◆ Instructions to follow
Within the entries underneath, how many lines include the string "image"? State only the number.

----------------------------------------

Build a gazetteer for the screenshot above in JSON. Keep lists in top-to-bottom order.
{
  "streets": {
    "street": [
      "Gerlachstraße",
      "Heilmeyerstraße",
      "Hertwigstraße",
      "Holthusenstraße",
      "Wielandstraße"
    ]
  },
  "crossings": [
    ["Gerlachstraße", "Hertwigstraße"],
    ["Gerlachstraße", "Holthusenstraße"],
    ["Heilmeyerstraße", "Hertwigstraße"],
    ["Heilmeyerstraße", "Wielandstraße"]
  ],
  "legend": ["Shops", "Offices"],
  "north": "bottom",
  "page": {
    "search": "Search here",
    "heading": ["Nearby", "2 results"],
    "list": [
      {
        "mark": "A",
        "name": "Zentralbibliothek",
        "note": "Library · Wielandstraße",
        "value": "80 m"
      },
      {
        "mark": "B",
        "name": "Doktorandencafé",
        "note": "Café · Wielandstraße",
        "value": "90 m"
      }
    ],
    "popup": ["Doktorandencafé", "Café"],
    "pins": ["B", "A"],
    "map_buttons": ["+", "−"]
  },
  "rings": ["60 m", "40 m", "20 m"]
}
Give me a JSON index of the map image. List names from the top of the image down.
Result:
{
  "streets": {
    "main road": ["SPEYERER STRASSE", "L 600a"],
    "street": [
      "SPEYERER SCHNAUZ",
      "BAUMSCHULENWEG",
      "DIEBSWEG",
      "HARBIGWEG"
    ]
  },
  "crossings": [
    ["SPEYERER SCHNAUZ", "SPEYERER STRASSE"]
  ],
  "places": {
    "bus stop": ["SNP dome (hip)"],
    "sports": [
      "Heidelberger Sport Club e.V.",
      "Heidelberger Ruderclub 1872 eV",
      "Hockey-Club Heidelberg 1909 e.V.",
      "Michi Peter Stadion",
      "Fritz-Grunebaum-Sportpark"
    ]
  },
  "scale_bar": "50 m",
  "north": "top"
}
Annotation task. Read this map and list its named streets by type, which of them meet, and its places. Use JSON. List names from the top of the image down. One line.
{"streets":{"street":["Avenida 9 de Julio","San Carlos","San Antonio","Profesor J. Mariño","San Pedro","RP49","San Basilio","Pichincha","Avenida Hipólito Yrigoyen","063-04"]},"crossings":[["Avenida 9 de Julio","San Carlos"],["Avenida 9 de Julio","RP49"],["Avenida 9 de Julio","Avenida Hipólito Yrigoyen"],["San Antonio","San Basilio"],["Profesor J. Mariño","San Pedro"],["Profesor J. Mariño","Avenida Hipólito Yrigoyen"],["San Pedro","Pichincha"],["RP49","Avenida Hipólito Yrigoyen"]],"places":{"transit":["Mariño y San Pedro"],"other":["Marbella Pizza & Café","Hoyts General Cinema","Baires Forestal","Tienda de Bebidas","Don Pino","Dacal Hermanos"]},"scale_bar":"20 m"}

----------------------------------------

◆ Answer space
2